ポットからドリッパーにお湯を注ぎながら俺はもう一度アイツに声を掛けた。「いい加減起きないと晩飯がお前の奢りになるぞ」「ん、それは駄目だよルミくん」「じゃあ早く起きて来い」ベッドが軋む音がしてようやく起きてきた。俺より寝ているくせに毎度眠そうなのはどういうわけだろう。「おはようルミくん、いつもありがとう」「おう、ありがたいと思うなら自分で起きれるようになれ」「それは無理な話だよ」「知るか」俺が朝食の用意をしている間にルミは寝癖を梳かして着替えを済ませたようだ。俺はまだスウェット着のままなんだが。「まあいい、朝飯にするぞ」「朝目が覚めるとご飯がある幸せに乾杯~」「…頂きます」「うえぇ」ルカのコーヒーを飲む手が止まる。「ルミくん、苦い」「目が覚めただろ」「何で今日はこんな酷いことをするのさ~」「いつまでも あると思うな 俺と砂糖」「あと牛乳も!」「お前が昨日買ってくるのを忘れたからだろうが」「そうでしたごめんなさい」「今日は忘れるなよ」「善処します!」まぁコイツの言葉は当てにならないので俺が買って帰ることにするか。

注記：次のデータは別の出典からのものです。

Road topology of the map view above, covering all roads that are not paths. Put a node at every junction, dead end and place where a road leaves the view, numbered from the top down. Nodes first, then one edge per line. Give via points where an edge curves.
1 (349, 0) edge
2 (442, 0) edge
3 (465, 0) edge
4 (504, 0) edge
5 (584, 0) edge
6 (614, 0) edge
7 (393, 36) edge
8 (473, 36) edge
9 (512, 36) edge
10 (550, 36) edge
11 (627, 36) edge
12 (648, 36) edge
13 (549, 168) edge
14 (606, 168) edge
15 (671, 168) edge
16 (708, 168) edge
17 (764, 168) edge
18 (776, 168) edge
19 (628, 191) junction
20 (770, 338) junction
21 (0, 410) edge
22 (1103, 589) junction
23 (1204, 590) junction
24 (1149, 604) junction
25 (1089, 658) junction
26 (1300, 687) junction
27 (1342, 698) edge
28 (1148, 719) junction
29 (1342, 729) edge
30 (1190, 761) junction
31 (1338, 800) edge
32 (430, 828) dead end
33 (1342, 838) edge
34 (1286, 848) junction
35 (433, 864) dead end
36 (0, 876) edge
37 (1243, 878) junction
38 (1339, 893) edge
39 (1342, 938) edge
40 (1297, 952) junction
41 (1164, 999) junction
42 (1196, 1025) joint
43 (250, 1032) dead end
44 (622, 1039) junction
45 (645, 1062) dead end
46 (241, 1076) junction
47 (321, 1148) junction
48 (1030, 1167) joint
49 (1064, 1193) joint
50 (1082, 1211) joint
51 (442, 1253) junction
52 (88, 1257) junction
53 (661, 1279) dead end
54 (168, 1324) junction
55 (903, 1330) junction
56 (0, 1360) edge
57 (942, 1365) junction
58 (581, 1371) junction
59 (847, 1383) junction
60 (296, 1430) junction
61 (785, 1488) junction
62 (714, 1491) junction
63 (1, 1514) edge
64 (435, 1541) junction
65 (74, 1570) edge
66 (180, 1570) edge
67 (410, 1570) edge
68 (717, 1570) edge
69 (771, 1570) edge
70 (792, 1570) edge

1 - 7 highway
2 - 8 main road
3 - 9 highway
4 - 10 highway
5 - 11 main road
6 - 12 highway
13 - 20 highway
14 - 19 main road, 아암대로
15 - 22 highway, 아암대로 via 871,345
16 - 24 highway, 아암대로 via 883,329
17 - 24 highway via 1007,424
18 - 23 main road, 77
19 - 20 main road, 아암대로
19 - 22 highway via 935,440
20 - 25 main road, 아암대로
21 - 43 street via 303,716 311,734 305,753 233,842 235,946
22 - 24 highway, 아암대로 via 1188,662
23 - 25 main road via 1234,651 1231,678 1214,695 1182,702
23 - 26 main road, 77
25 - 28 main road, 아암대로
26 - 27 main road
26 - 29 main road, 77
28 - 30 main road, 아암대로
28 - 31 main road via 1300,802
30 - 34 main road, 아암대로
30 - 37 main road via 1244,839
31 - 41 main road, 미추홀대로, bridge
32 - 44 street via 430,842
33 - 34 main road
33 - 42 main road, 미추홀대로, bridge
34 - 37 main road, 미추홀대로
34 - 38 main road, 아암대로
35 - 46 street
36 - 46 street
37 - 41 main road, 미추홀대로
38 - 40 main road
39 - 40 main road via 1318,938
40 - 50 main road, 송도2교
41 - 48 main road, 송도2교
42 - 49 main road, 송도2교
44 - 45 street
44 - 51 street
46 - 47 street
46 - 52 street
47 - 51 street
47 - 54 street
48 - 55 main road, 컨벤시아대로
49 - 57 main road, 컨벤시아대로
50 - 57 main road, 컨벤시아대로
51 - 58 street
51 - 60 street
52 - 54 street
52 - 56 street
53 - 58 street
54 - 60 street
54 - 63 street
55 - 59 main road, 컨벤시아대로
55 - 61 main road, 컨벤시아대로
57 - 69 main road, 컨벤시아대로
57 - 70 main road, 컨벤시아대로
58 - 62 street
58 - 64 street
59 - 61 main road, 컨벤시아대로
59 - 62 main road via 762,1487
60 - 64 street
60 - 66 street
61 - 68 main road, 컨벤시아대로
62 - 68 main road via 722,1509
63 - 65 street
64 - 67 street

「ほうひへばはぁ」「食ってから喋れ」「そういえばさ、洗濯物溜まってるよね?」「そうだな、昨日まで雨でようやく晴れたからな」「じゃあボクが干しておくね」「期待はせずに任せる」「もう!いい加減信用してくれてもいいと思うんだけど!」「今までの結果が全てを物語っているが」きっと俺が帰ってからアイロン掛けをすることになるだろう。濡れている時に服をパンと張ってシワを伸ばしてから干すように教えたはずなんだが。デニムは片足ずつ両側に引っ張ってからウエスト側と裾側を持って引っ張るとシワが寄りにくい。シャツは腋を中心に袖と胴を持ってパンと張るように。最後は左右とも肩口と裾を持って縦方向に張ること。いい加減覚えてもらいたい。
俺の苦労をよそにコイツは寝ぼけた顔でパンを齧っている。「今朝は可燃ごみの日だよね」「ああ、出るついでに持っていく」「ありがと~」さて、オママゴトの時間はこれくらいにして出勤するか。いい天気で気分も悪くない、定時で上がってどこかに寄り道しよう。「なぁルカ、お前夜はヒマか?」「うん、今日は特に予定無いよ」「仕事上がりにちょっとブラつくか」「いいね~、でもルミくんがそんな事言うの珍しいね」「たまには良いだろう」「うん、楽しみにしてる!」「はいよ。じゃあ行ってきます」「いってらっしゃい!」玄関には昨日磨いておいた靴が自分の役目を今か今かと待ち構えている。目が覚めて朝食を摂り仕事に向かう、いつも通りの朝。今日もそれは変わらないはずなのに何故かそわそわと落ち着かない。久しぶりに晴れたからだろうか。いつもより苦味の少ないコーヒーが入ったから、それもある。それ以上に目が覚めてもアイツが居る日常。それが堪らなく愛おしいと感じたからだろう。何を今更と思う気持ちもあるが、嬉しさには到底敵わない。わざわざ言ってやるのは癪だから黙っていよう。いつもより元気に靴を鳴らして、俺は仕事に向かった。